--- START ---

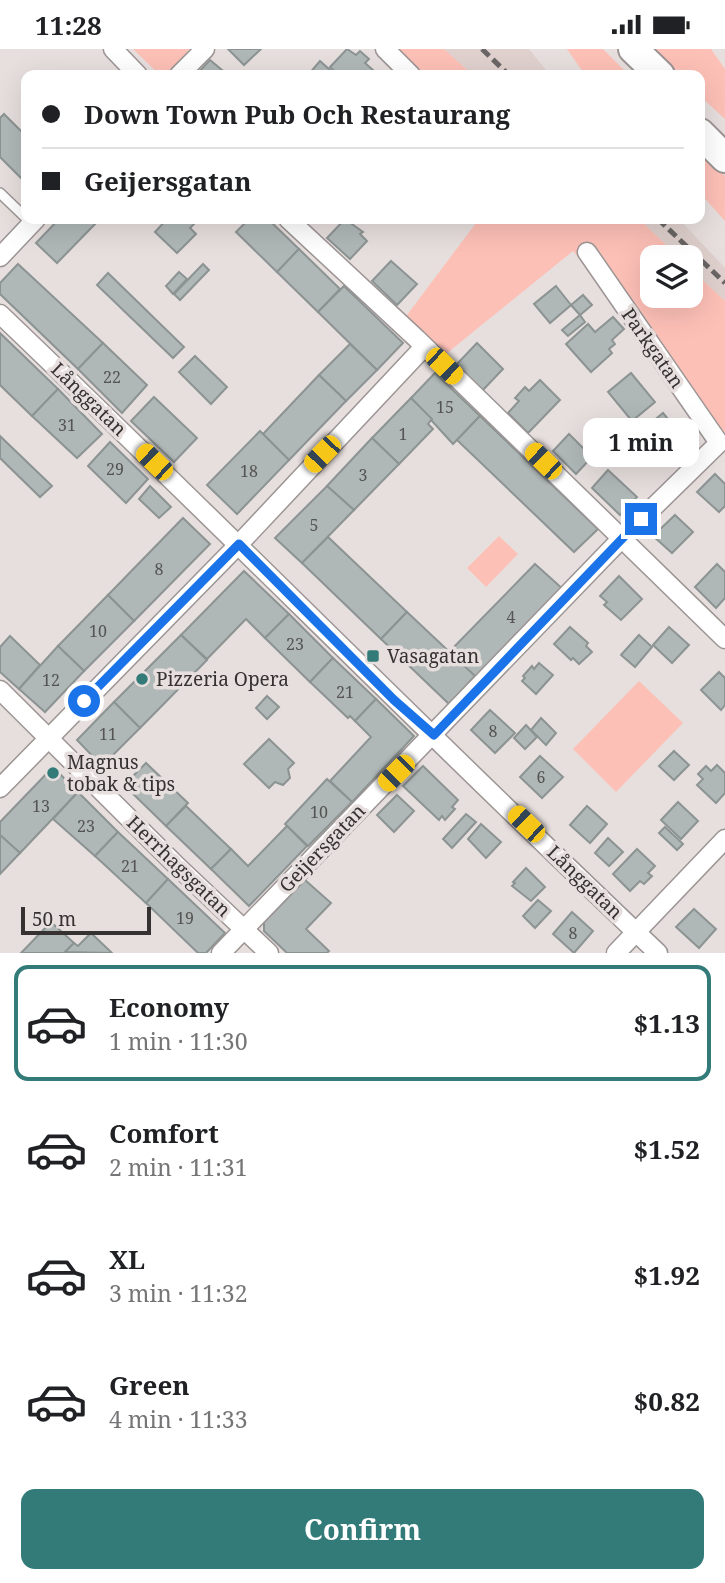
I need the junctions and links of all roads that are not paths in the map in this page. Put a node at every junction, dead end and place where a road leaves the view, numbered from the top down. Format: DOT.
graph roads {
  1 [pos="113,49"];
  2 [pos="205,49"];
  3 [pos="385,49"];
  4 [pos="616,49"];
  5 [pos="633,49"];
  6 [pos="133,70"];
  7 [pos="183,70"];
  8 [pos="406,70"];
  9 [pos="637,70"];
  10 [pos="655,70"];
  11 [pos="705,120"];
  12 [pos="705,138"];
  13 [pos="725,139"];
  14 [pos="725,158"];
  15 [pos="0,193"];
  16 [pos="21,212"];
  17 [pos="27,224"];
  18 [pos="293,224"];
  19 [pos="587,252"];
  20 [pos="0,257"];
  21 [pos="0,314"];
  22 [pos="425,347"];
  23 [pos="719,443"];
  24 [pos="622,538"];
  25 [pos="239,544"];
  26 [pos="725,639"];
  27 [pos="0,690"];
  28 [pos="434,735"];
  29 [pos="49,736"];
  30 [pos="0,788"];
  31 [pos="725,839"];
  32 [pos="244,928"];
  33 [pos="636,932"];
  34 [pos="221,953"];
  35 [pos="269,953"];
  36 [pos="616,953"];
  37 [pos="658,953"];
  1 -- 6 [label="street"];
  2 -- 7 [label="street"];
  3 -- 8 [label="street"];
  4 -- 9 [label="main road"];
  5 -- 10 [label="main road"];
  11 -- 13 [label="main road"];
  12 -- 14 [label="main road"];
  15 -- 16 [label="lane"];
  17 -- 20 [label="street"];
  18 -- 22 [label="street"];
  19 -- 23 [label="street, Parkgatan"];
  21 -- 25 [label="street, Långgatan"];
  22 -- 24 [label="street"];
  22 -- 25 [label="street"];
  23 -- 24 [label="street, Geijersgatan"];
  24 -- 26 [label="street"];
  24 -- 28 [label="street, Geijersgatan"];
  25 -- 28 [label="street, Långgatan"];
  25 -- 29 [label="street"];
  27 -- 29 [label="street, Herrhagsgatan"];
  28 -- 32 [label="street, Geijersgatan"];
  28 -- 33 [label="street, Långgatan"];
  29 -- 30 [label="street"];
  29 -- 32 [label="street, Herrhagsgatan"];
  31 -- 33 [label="street"];
  32 -- 34 [label="street, Geijersgatan"];
  32 -- 35 [label="street, Herrhagsgatan"];
  33 -- 36 [label="street"];
  33 -- 37 [label="street, Långgatan"];
}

--- END ---

- [Problem] Output each line of the listing in which the string "roads" is found.

- [Your response]
I need the junctions and links of all roads that are not paths in the map in this page. Put a node at every junction, dead end and place where a road leaves the view, numbered from the top down. Format: DOT.
graph roads {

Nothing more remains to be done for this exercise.